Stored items
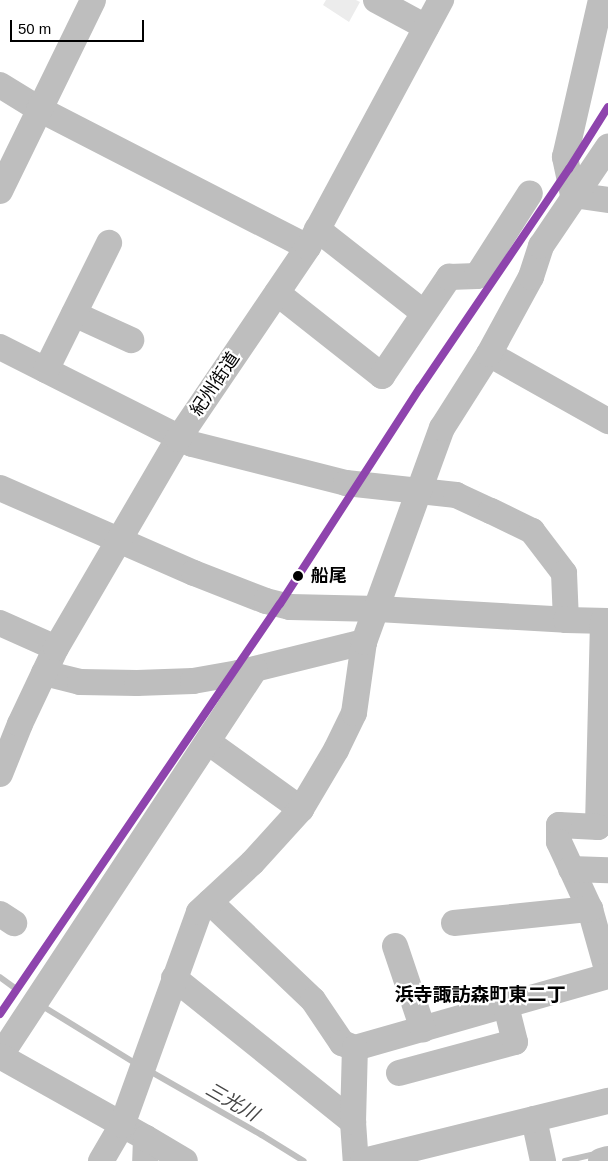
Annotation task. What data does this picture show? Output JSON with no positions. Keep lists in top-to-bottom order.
{
  "streets": {
    "street": ["紀州街道"]
  },
  "districts": ["浜寺諏訪森町東二丁"],
  "water": ["三光川"],
  "places": ["船尾"],
  "scale_bar": "50 m"
}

**WHAT YOU HAVE TO DO:**
Every line of the records must come back unchanged, except that pictures are dropped.

**SOLVED EXERCISE:**
Annotation task. What data does this picture show? Output JSON with no positions. Keep lists in top-to-bottom order.
{
  "streets": {
    "street": ["紀州街道"]
  },
  "districts": ["浜寺諏訪森町東二丁"],
  "water": ["三光川"],
  "places": ["船尾"],
  "scale_bar": "50 m"
}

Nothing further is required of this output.